*** Given records ***

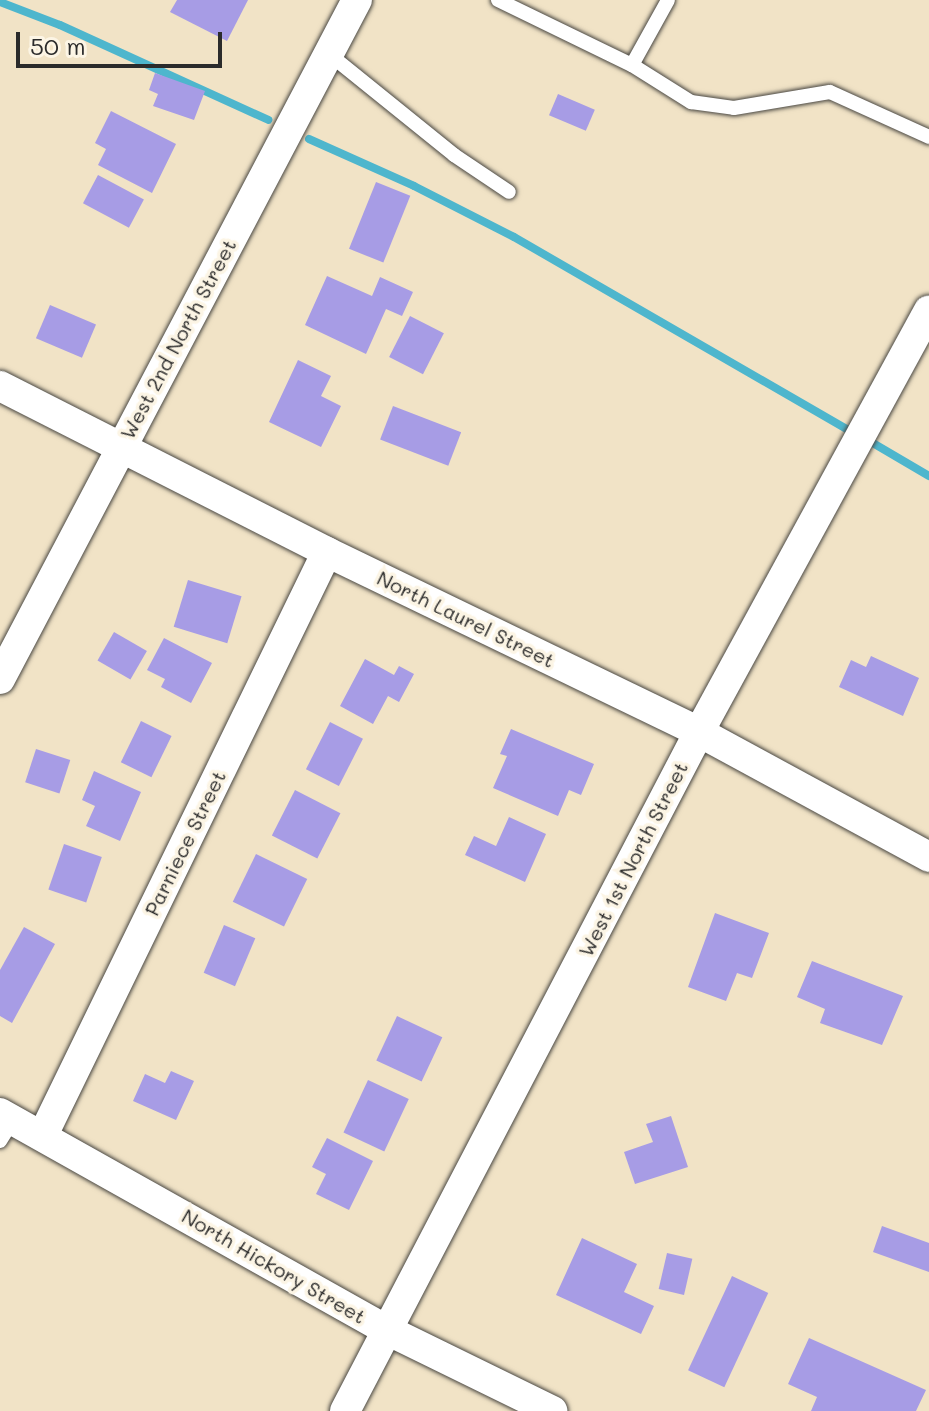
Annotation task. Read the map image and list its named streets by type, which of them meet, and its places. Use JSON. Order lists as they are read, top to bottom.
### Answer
{
  "streets": {
    "street": [
      "West 2nd North Street",
      "North Laurel Street",
      "Parniece Street",
      "West 1st North Street",
      "North Hickory Street"
    ]
  },
  "crossings": [
    ["West 2nd North Street", "North Laurel Street"],
    ["North Laurel Street", "Parniece Street"],
    ["North Laurel Street", "West 1st North Street"],
    ["Parniece Street", "North Hickory Street"],
    ["West 1st North Street", "North Hickory Street"]
  ],
  "scale_bar": "50 m"
}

*** End of Given records ***

**Task description:**
Transcribe the data word for word, with no images.

**Solution to the exercise:**
Annotation task. Read the map image and list its named streets by type, which of them meet, and its places. Use JSON. Order lists as they are read, top to bottom.
### Answer
{
  "streets": {
    "street": [
      "West 2nd North Street",
      "North Laurel Street",
      "Parniece Street",
      "West 1st North Street",
      "North Hickory Street"
    ]
  },
  "crossings": [
    ["West 2nd North Street", "North Laurel Street"],
    ["North Laurel Street", "Parniece Street"],
    ["North Laurel Street", "West 1st North Street"],
    ["Parniece Street", "North Hickory Street"],
    ["West 1st North Street", "North Hickory Street"]
  ],
  "scale_bar": "50 m"
}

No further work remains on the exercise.